This Week in Training Science
Training a muscle at long lengths can drive hypertrophy comparable to heavier full-ROM work — load is not the sole growth signal.
Recent hypertrophy research keeps returning to where in the range of motion you train rather than just how much weight you use. Alongside it, practical content covered hydration, wrist mobility, and compression gear for lifters.
Research Highlights
Muscle length may matter more than load. Recent work suggests that training at long muscle lengths — even with moderate loads and partial range of motion — can produce hypertrophy comparable to heavier, full-ROM training. See Kassiano et al. (2023), Medicine & Science in Sports & Exercise, and Wolf M, et al. (2023), a meta-analysis on range of motion and stretch-mediated hypertrophy. These studies point toward mechanical tension at stretch — not load alone — as a meaningful driver of growth, though this is a developing line of evidence rather than a settled consensus. Still, it reframes exercise selection and where in a lift's arc you spend time under tension.
Blood flow restriction may not work uniformly across muscles. One open question is whether BFR's effectiveness varies by muscle architecture and fiber-type composition — for example, whether a fast-twitch-biased muscle like the lateral gastrocnemius responds differently than the more slow-twitch soleus. This remains a plausible hypothesis rather than an established, single-study finding: high-quality controlled data directly isolating this effect is limited. Fiber-type-specific response differences across loads are suggestive, not settled — current evidence broadly shows similar hypertrophy across a wide range of loads when sets are taken near failure. BFR remains a useful tool; treat muscle-specific tuning as experimentation, not doctrine.
Expert Insights
A growing body of work on muscle architecture, fascicle behavior, and training adaptation informs this more nuanced model of hypertrophy. The broad takeaway from this line of research: program design should account for which muscles you're targeting and how they're loaded, not just how much weight is on the bar.
Training Takeaways
- Prioritize the stretched position. For hypertrophy, exercises that load a muscle at its longest length — think incline curls, Romanian deadlifts, or deep squats — may be at least as stimulus-efficient as simply adding load to a shortened-range movement.
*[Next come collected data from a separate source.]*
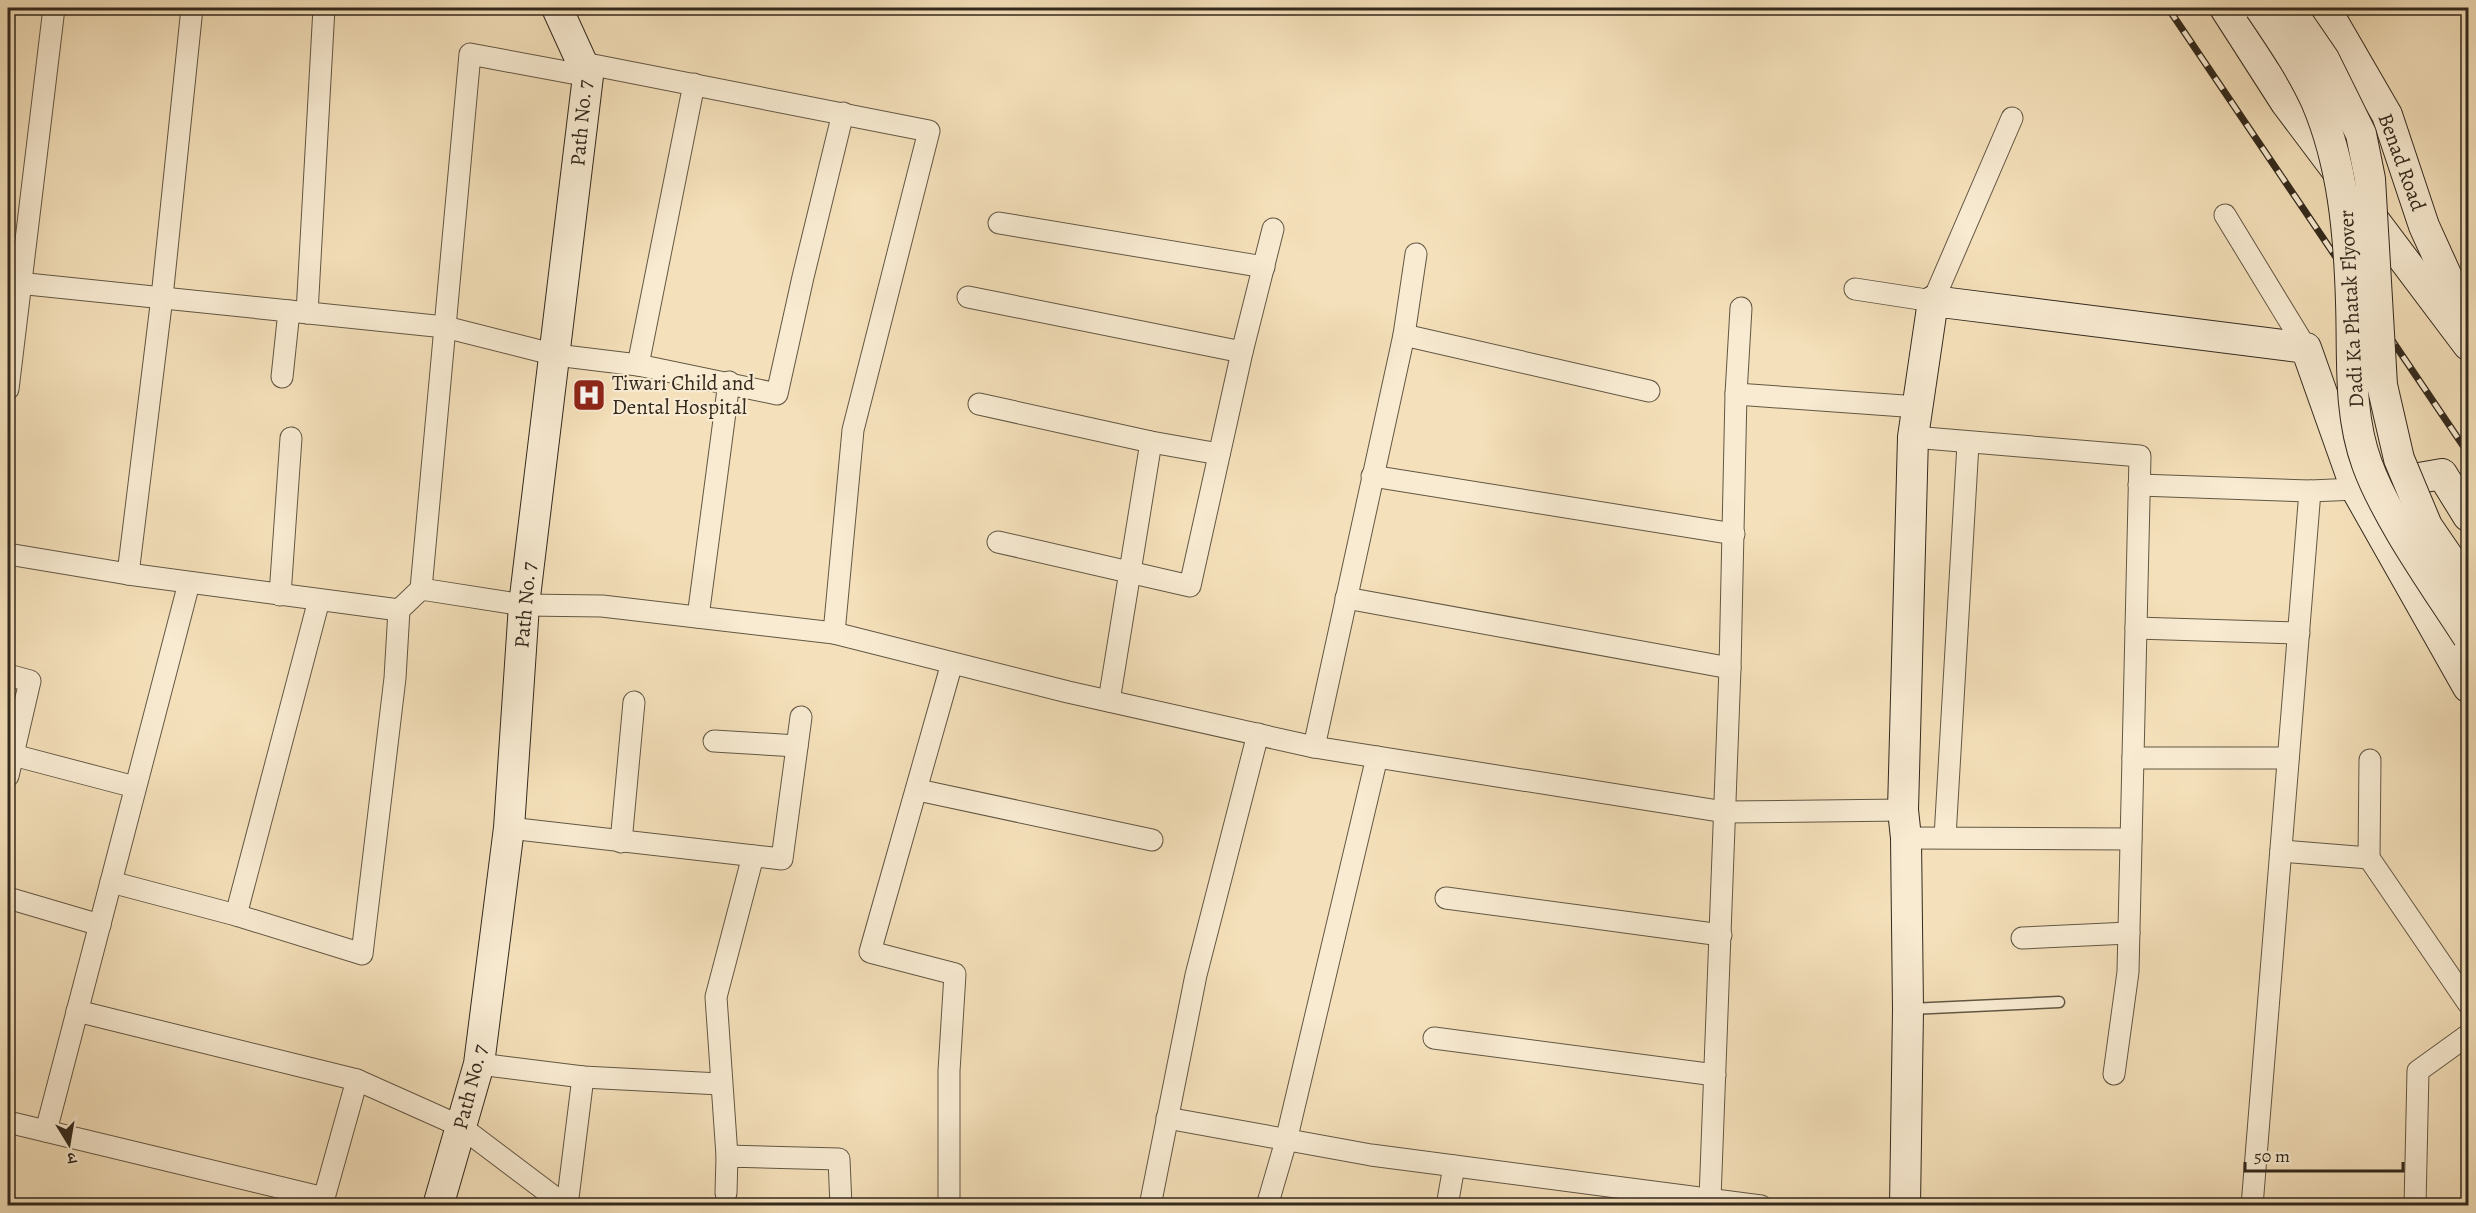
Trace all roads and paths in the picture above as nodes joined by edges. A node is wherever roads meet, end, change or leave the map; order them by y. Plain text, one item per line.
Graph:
1 (54, 8) edge
2 (192, 8) edge
3 (324, 8) edge
4 (557, 8) edge
5 (2225, 8) edge
6 (2259, 8) edge
7 (2289, 8) edge
8 (2325, 8) edge
9 (585, 69) junction
10 (694, 84) junction
11 (843, 113) junction
12 (2012, 118) dead end
13 (2225, 215) dead end
14 (999, 223) dead end
15 (1273, 229) dead end
16 (1416, 254) dead end
17 (1264, 267) junction
18 (14, 283) edge
19 (1855, 289) dead end
20 (162, 297) junction
21 (968, 297) dead end
22 (1933, 301) junction
23 (1742, 308) dead end
24 (298, 312) junction
25 (2469, 322) edge
26 (445, 327) junction
27 (1404, 335) junction
28 (2469, 345) edge
29 (2306, 348) junction
30 (1242, 352) junction
31 (556, 355) junction
32 (638, 365) junction
33 (282, 378) dead end
34 (729, 382) junction
35 (8, 389) edge
36 (1649, 391) dead end
37 (1736, 394) junction
38 (980, 404) dead end
39 (1918, 407) junction
40 (1913, 437) junction
41 (291, 438) dead end
42 (1151, 442) junction
43 (1968, 444) junction
44 (1219, 454) junction
45 (1372, 476) junction
46 (2139, 485) junction
47 (2356, 489) junction
48 (2310, 491) junction
49 (2469, 516) edge
50 (1734, 534) junction
51 (998, 542) dead end
52 (8, 554) edge
53 (1129, 572) junction
54 (128, 574) junction
55 (189, 583) junction
56 (2469, 586) edge
57 (421, 589) junction
58 (280, 595) junction
59 (1346, 597) junction
60 (319, 600) junction
61 (524, 604) junction
62 (399, 610) junction
63 (698, 618) junction
64 (2136, 628) junction
65 (834, 633) junction
66 (2298, 633) junction
67 (2469, 637) edge
68 (952, 663) junction
69 (1730, 668) junction
70 (8, 675) edge
71 (2469, 687) edge
72 (1109, 701) junction
73 (634, 702) dead end
74 (801, 717) dead end
75 (1258, 734) junction
76 (714, 741) dead end
77 (797, 747) junction
78 (1314, 747) junction
79 (13, 755) junction
80 (1377, 757) junction
81 (2133, 758) junction
82 (2288, 758) junction
83 (2370, 760) dead end
84 (8, 776) edge
85 (135, 787) junction
86 (918, 790) junction
87 (1725, 812) junction
88 (1905, 824) junction
89 (509, 828) junction
90 (1945, 837) junction
91 (2131, 839) junction
92 (1152, 840) dead end
93 (621, 842) junction
94 (2281, 851) junction
95 (753, 856) junction
96 (2369, 858) junction
97 (111, 882) junction
98 (8, 898) edge
99 (1446, 898) dead end
100 (236, 915) junction
101 (100, 925) junction
102 (2129, 933) junction
103 (1721, 935) junction
104 (2022, 938) dead end
105 (2059, 1002) dead end
106 (2469, 1003) edge
107 (1908, 1010) junction
108 (77, 1011) junction
109 (2469, 1035) edge
110 (1434, 1038) dead end
111 (479, 1064) junction
112 (2114, 1074) dead end
113 (1715, 1075) junction
114 (583, 1077) junction
115 (357, 1080) junction
116 (720, 1084) junction
117 (1167, 1118) junction
118 (8, 1122) edge
119 (460, 1126) junction
120 (46, 1131) junction
121 (1286, 1141) junction
122 (727, 1156) junction
123 (1454, 1166) junction
124 (726, 1193) dead end
125 (282, 1197) edge
126 (1632, 1197) edge
127 (1710, 1199) junction
128 (438, 1206) edge
129 (567, 1206) edge
130 (841, 1206) edge
131 (948, 1206) edge
132 (1150, 1206) edge
133 (1267, 1206) edge
134 (1448, 1206) edge
135 (1761, 1206) edge
136 (1905, 1206) edge
137 (2252, 1206) edge
138 (2415, 1206) edge

1 - 18 street
2 - 20 street
3 - 24 street
4 - 9 street, Path No. 7
5 - 28 street
6 - 67 street, Dadi Ka Phatak Flyover, bridge
7 - 56 street, Dadi Ka Phatak Flyover, bridge
8 - 25 street, Benad Road
9 - 10 street
9 - 26 street
9 - 31 street, Path No. 7
10 - 11 street
10 - 32 street
11 - 34 street
11 - 65 street
12 - 22 street
13 - 29 street
14 - 17 street
15 - 17 street
16 - 27 street
17 - 30 street
18 - 20 street
18 - 35 street
19 - 22 street
20 - 24 street
20 - 54 street
21 - 30 street
22 - 29 street
22 - 39 street
23 - 37 street
24 - 26 street
24 - 33 street
26 - 31 street
26 - 57 street
27 - 36 street
27 - 45 street
29 - 47 street
30 - 44 street
31 - 32 street
31 - 61 street, Path No. 7
32 - 34 street
34 - 63 street
37 - 39 street
37 - 50 street
38 - 42 street
39 - 40 street
40 - 43 street
40 - 88 street
41 - 58 street
42 - 44 street
42 - 53 street
43 - 46 street
43 - 90 street
44 - 53 street
45 - 50 street
45 - 59 street
46 - 48 street
46 - 64 street
47 - 48 street
47 - 49 street
47 - 71 street
48 - 66 street
50 - 69 street
51 - 53 street
52 - 54 street
53 - 72 street
54 - 55 street
55 - 58 street
55 - 85 street
57 - 61 street
57 - 62 street
58 - 60 street
59 - 69 street
59 - 78 street
60 - 62 street
60 - 100 street
61 - 63 street
61 - 89 street, Path No. 7
62 - 100 street
63 - 65 street
64 - 66 street
64 - 81 street
65 - 68 street
66 - 82 street
68 - 72 street
68 - 86 street
69 - 87 street
70 - 79 street
72 - 75 street
73 - 93 street
74 - 77 street
75 - 78 street
75 - 117 street
76 - 77 street
77 - 95 street
78 - 80 street
79 - 84 street
79 - 85 street
80 - 87 street
80 - 121 street
81 - 82 street
81 - 91 street
82 - 94 street
83 - 96 street
85 - 97 street
86 - 92 street
86 - 131 street
87 - 88 street
87 - 103 street
88 - 90 street
88 - 107 street
89 - 93 street
89 - 111 street, Path No. 7
90 - 91 street
91 - 102 street
93 - 95 street
94 - 96 street
94 - 137 street
95 - 116 street
96 - 106 street
97 - 100 street
97 - 101 street
98 - 101 street
99 - 103 street
101 - 108 street
102 - 104 street
102 - 112 street
103 - 113 street
105 - 107 lane
107 - 136 street
108 - 115 street
108 - 120 street
109 - 138 street
110 - 113 street
111 - 114 street
111 - 119 street, Path No. 7
113 - 127 street
114 - 116 street
114 - 129 street
115 - 119 street
115 - 125 street
116 - 122 street
117 - 121 street
117 - 132 street
118 - 120 street
119 - 128 street, Path No. 7
119 - 129 street
120 - 125 street
121 - 123 street
121 - 133 street
122 - 124 street
122 - 130 street
123 - 126 street
123 - 134 street
126 - 127 street
127 - 135 street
- Match your method to the muscle — cautiously. BFR is a reasonable option for slow-twitch, endurance-oriented muscles like the soleus. For fast-twitch dominant muscles, heavier loading is a sensible default, but fiber-type-specific superiority is not firmly established — test what works for you.
- Load is one variable, not the variable. If you've been chasing heavier weights as the sole measure of progress, pay attention to range of motion and perceived tension too. In Kenso, you can log RPE per set alongside your weight and reps, so you can compare how partial-range or stretched-position work stacks up against your full-ROM sessions over time.
- Wrist health supports grip output. A short daily routine targeting wrist flexion, extension, and rotation is a low-cost practice that may help grip comfort and durability in compound pulls. Treat it as a practical suggestion rather than a guaranteed strength gain.
- Hydration is a performance input, not an afterthought. As a practical starting point, drink consistently across the day and use body mass as a rough guide: weigh yourself before and after a hard session and aim to replace roughly 125–150% of the weight lost over the following hours — consistent with the NATA position stand (Casa et al., 2000, Journal of Athletic Training) — with electrolytes for longer or sweatier sessions. Adjust to your own sweat rate.